The incremental cost per life year gained was even higher when current surgical practices were evaluated. This was primarily due to a decreased baseline need for allogeneic blood.
- Only under the most extreme case scenario (the highest reported costs of blood products and illnesses related to transfusions, the highest reported risks of transfusion related illnesses, and extreme quality of life effects) did erythropoietin therapy result in a cost per life year gained less than $100,000 ($90,000 for EPO to augment PAD in cardiac surgery).

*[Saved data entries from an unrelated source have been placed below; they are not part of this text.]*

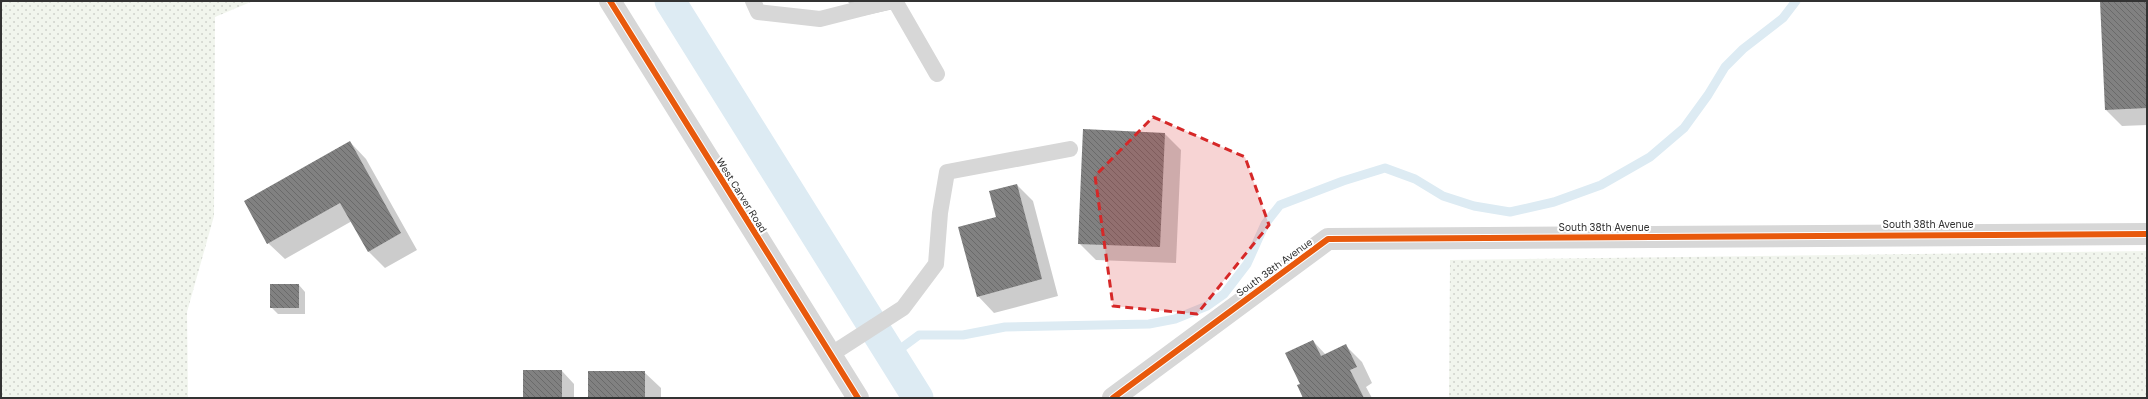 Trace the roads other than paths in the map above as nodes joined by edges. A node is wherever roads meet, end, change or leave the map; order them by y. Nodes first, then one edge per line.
1 (610, 1) edge
2 (753, 1) edge
3 (891, 1) edge
4 (895, 1) edge
5 (936, 74) dead end
6 (1070, 149) dead end
7 (2147, 234) edge
8 (830, 355) junction
9 (858, 398) edge
10 (1113, 398) edge

1 - 8 street, West Carver Road
2 - 3 lane
4 - 5 lane
6 - 8 lane
7 - 10 street, South 38th Avenue
8 - 9 street, West Carver Road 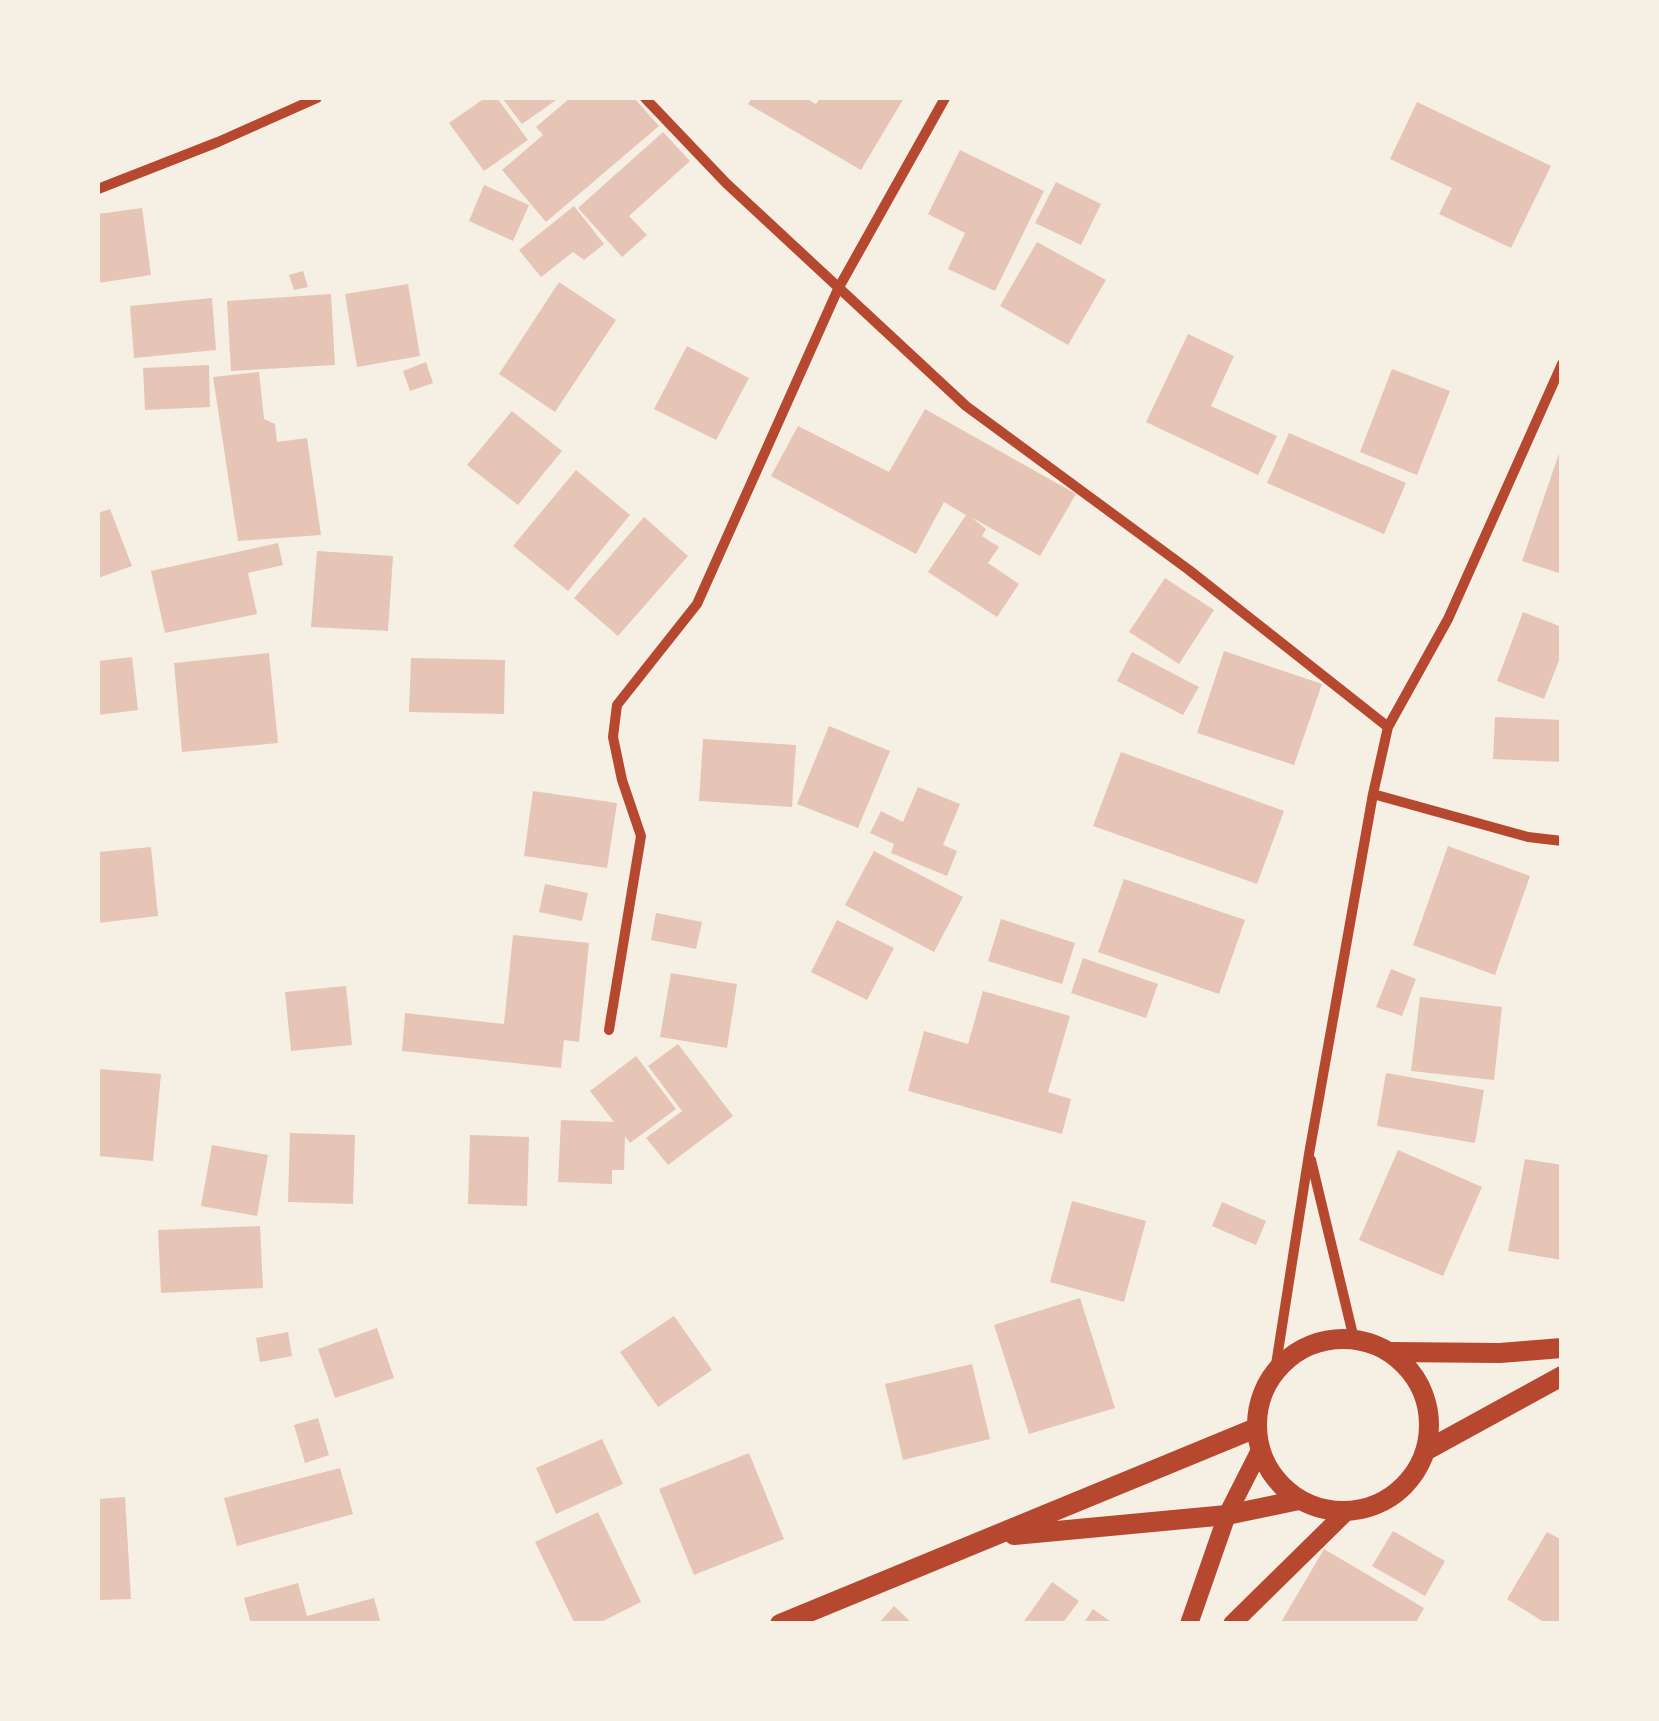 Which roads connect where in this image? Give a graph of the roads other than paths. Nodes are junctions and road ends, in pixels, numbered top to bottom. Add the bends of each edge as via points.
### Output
1 (317, 98) edge
2 (646, 98) edge
3 (945, 98) edge
4 (98, 189) edge
5 (838, 290) junction
6 (1562, 364) edge
7 (1388, 727) junction
8 (1373, 794) junction
9 (1562, 841) edge
10 (609, 1030) dead end
11 (1309, 1154) junction
12 (1354, 1339) junction
13 (1562, 1348) edge
14 (1390, 1352) junction
15 (1275, 1371) junction
16 (1562, 1376) edge
17 (1256, 1428) junction
18 (1260, 1450) junction
19 (1427, 1450) junction
20 (1299, 1500) junction
21 (1346, 1512) junction
22 (1227, 1515) junction
23 (992, 1538) junction
24 (780, 1624) edge
25 (1189, 1624) edge
26 (1232, 1624) edge

1 - 4 street
2 - 5 street
3 - 5 street
5 - 7 street via 966,406
5 - 10 street via 696,604 618,704 613,738 642,836
6 - 7 street via 1448,619
7 - 8 street
8 - 9 street
8 - 11 street
11 - 12 street
11 - 15 street
12 - 14 main road
12 - 15 main road via 1324,1340 1297,1351
13 - 14 main road
14 - 19 main road via 1426,1395
15 - 17 main road via 1264,1388
16 - 19 main road
17 - 18 main road
17 - 23 main road
18 - 20 main road via 1275,1478
18 - 22 street
19 - 21 main road via 1397,1494
20 - 21 main road
20 - 22 main road
21 - 26 street
22 - 23 main road
22 - 25 street
23 - 24 main road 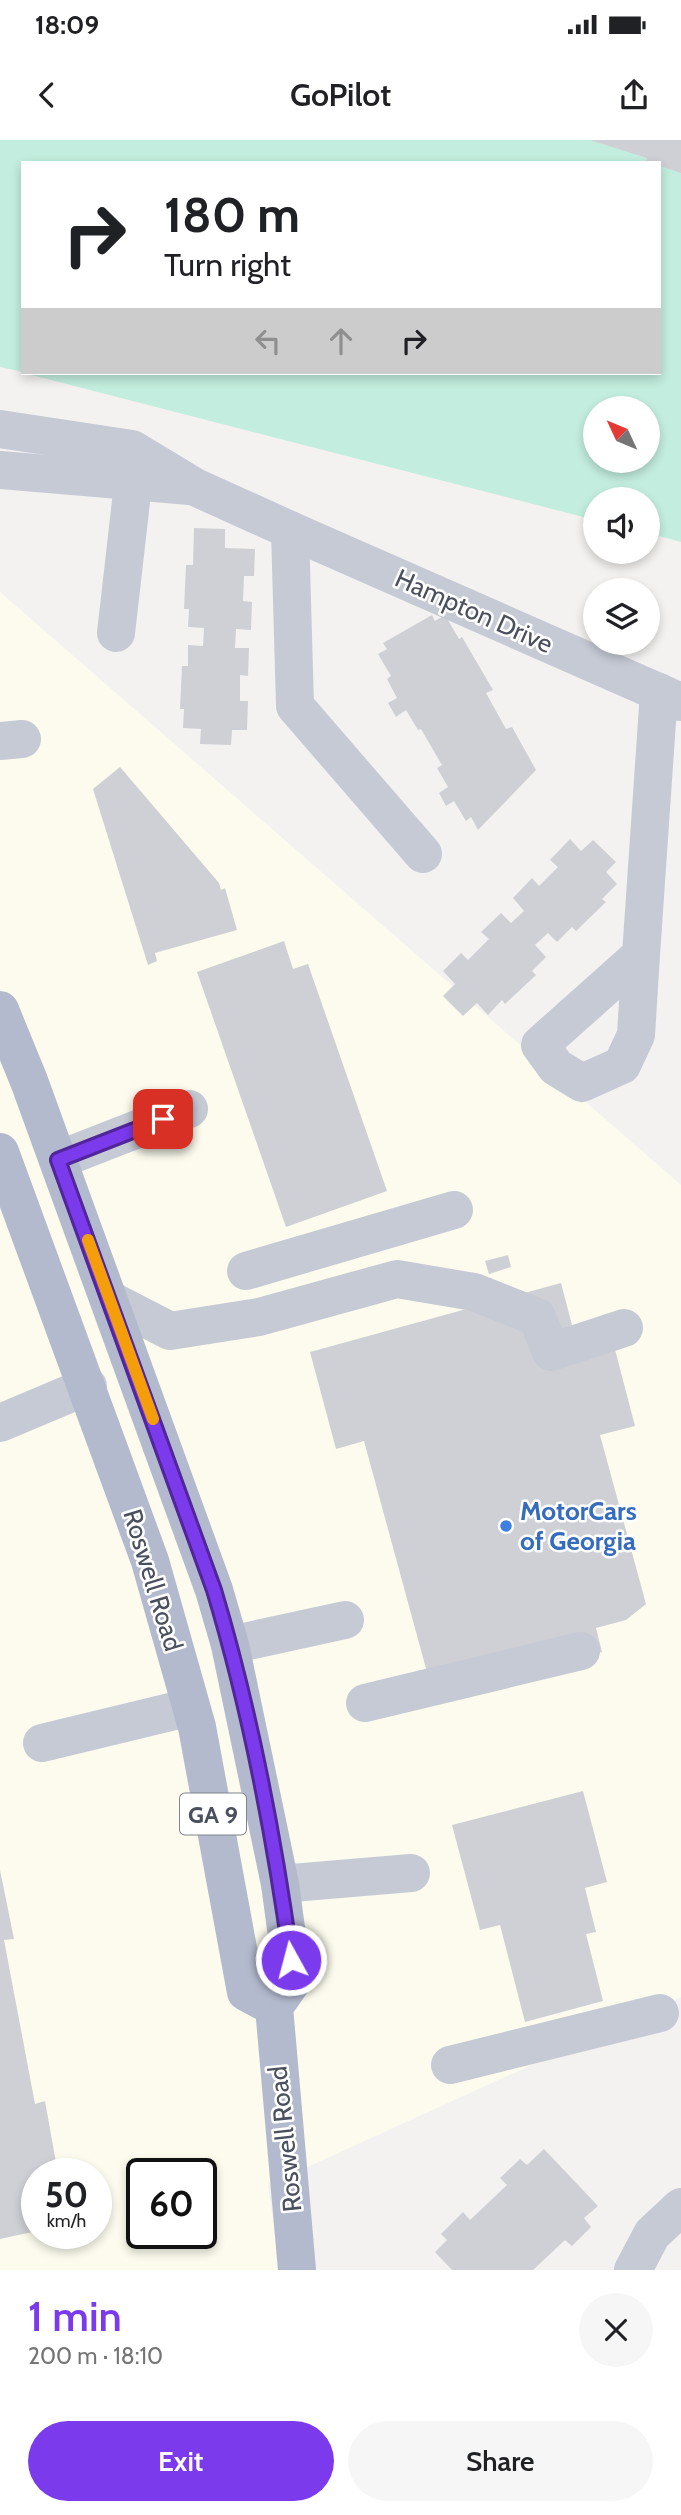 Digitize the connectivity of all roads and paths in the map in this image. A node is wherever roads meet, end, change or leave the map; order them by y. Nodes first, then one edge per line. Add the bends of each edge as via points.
1 (0, 429) edge
2 (0, 470) edge
3 (133, 484) junction
4 (195, 486) junction
5 (290, 530) junction
6 (116, 634) dead end
7 (670, 697) edge
8 (423, 854) dead end
9 (641, 955) junction
10 (0, 1010) edge
11 (189, 1109) dead end
12 (0, 1152) edge
13 (58, 1160) junction
14 (454, 1210) dead end
15 (246, 1271) dead end
16 (110, 1300) junction
17 (624, 1328) dead end
18 (88, 1387) junction
19 (0, 1423) edge
20 (345, 1620) dead end
21 (230, 1645) junction
22 (581, 1651) dead end
23 (365, 1703) dead end
24 (191, 1707) junction
25 (42, 1743) dead end
26 (411, 1872) dead end
27 (280, 1884) junction
28 (274, 2007) junction
29 (660, 2013) dead end
30 (450, 2065) dead end
31 (681, 2207) edge
32 (297, 2270) edge
33 (634, 2270) edge

1 - 4 street, Hampton Drive via 132,449
2 - 3 street, Hampton Drive
3 - 4 street, Hampton Drive
3 - 6 street
4 - 5 street, Hampton Drive
5 - 7 street, Hampton Drive
5 - 8 street via 295,706
7 - 9 street, Hampton Drive
9 - 9 street, Hampton Drive via 540,1045 556,1067 582,1083 622,1065 636,1035
10 - 13 main road, Roswell Road / GA 9
11 - 13 street
12 - 18 main road, Roswell Road / GA 9
13 - 16 main road, Roswell Road / GA 9
14 - 15 street
16 - 17 street via 170,1331 259,1317 397,1279 474,1292 537,1317 551,1352
16 - 21 main road, Roswell Road / GA 9
18 - 19 street
18 - 24 main road, Roswell Road / GA 9 via 150,1561
20 - 21 street
21 - 27 main road, Roswell Road / GA 9
22 - 23 street
24 - 25 street
24 - 28 main road, Roswell Road / GA 9 via 247,1992
26 - 27 street
27 - 28 main road, Roswell Road / GA 9 via 293,1980
28 - 32 main road, Roswell Road
29 - 30 street
31 - 33 street via 652,2234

No other scenarios that were tested resulted in the cost per life year gained to be less than $100,000. Other scenarios ranged from assuming all patients without EPO received allogeneic transfusions to increasing the cost of HIV and Hepatitis B and C to $1 million each. Compensation to patients contracting blood borne diseases would have to be in excess of $800 million/person to reduce the cost per life year gained to less than $100,000.
- The high incremental cost per life year gained is primarily due to low probabilities of transfusion and the current low risk of contracting known infectious diseases from blood (AIDS: 2 cases/1,000,000 units transfused; Hepatitis C: 10 cases/1,000,000 units transfused; and Hepatitis B: 16 cases/1,000,000 units transfused.)
- The impact of adopting EPO for 10% of all cases for hip arthroplasties and coronary artery bypass surgeries in Canada would be $5.9 million annually. This would result in a potential benefit of 0.12 life years gained for the total population.
The calculation of life years gained does not incorporate any anxiety caused to patients over concerns about the risks of transfusions. Others may question the applicability of the results which are based on different practices in different institutions, procedures other than orthopedic and cardiac surgery, and age of patients (e.g. use of erythropoietin in pediatric surgical cases). However, the extensive sensitivity analysis demonstrated that the results remained robust no matter what extremes of cost or practice were incorporated into the analysis.
This analysis does not address other potential but unproven health benefits of EPO such as increasing the percentage of patients able to pre-donate by treating hemoglobin<100 g/l; decreasing the possibility of immunomodulation; or the impact on clinical outcomes during blood supply shortages.